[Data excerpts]
++++++++

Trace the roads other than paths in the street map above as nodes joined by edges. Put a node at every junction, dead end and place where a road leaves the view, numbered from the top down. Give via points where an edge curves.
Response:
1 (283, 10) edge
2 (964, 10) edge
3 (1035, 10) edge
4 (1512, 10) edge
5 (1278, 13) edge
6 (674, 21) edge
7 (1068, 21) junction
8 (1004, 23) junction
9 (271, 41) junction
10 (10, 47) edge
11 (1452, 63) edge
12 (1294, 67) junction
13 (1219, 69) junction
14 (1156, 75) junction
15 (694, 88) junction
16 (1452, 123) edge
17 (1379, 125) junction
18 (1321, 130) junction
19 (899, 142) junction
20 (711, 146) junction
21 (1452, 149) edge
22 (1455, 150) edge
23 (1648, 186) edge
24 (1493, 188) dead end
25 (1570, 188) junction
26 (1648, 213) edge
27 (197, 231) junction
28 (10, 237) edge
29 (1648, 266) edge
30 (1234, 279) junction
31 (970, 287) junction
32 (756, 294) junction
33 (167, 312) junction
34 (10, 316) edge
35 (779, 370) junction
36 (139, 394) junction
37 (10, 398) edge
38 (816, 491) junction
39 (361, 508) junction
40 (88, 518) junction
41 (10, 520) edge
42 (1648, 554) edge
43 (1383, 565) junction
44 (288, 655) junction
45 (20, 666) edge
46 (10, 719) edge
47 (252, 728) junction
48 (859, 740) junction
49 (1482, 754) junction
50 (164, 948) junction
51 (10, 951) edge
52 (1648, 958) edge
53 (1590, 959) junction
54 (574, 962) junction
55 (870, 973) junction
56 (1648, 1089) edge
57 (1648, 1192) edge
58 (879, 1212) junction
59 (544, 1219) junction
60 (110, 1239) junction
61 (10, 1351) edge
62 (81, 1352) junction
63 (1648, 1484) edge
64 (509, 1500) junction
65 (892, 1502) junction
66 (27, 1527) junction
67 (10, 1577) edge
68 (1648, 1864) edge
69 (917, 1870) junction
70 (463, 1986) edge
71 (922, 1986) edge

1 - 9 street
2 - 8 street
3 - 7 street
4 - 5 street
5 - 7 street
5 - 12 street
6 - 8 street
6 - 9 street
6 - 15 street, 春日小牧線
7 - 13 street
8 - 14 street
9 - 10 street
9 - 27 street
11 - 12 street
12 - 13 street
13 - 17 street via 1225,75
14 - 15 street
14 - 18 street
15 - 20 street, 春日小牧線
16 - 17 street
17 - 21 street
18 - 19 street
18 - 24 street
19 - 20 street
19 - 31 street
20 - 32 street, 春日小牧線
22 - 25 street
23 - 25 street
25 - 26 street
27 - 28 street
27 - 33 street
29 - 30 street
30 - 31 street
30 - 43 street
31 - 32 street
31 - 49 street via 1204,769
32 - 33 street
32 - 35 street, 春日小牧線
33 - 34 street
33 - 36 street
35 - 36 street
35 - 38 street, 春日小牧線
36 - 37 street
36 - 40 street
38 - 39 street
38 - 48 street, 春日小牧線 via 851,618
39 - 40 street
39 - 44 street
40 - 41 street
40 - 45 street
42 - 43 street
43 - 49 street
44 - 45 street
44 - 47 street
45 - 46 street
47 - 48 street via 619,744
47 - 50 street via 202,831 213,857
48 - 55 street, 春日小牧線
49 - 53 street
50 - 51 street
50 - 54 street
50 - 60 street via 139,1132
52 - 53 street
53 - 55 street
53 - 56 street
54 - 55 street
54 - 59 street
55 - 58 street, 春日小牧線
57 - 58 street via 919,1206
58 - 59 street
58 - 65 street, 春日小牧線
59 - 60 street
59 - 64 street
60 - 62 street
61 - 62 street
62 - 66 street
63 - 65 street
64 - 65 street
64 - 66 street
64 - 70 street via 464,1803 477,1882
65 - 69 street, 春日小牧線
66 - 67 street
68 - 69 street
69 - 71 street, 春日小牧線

++++++++

Problem statement =
Each line in the records above that contains the word "春日小牧線" must be copied.

Result of this exercise =
6 - 15 street, 春日小牧線
15 - 20 street, 春日小牧線
20 - 32 street, 春日小牧線
32 - 35 street, 春日小牧線
35 - 38 street, 春日小牧線
38 - 48 street, 春日小牧線 via 851,618
48 - 55 street, 春日小牧線
55 - 58 street, 春日小牧線
58 - 65 street, 春日小牧線
65 - 69 street, 春日小牧線
69 - 71 street, 春日小牧線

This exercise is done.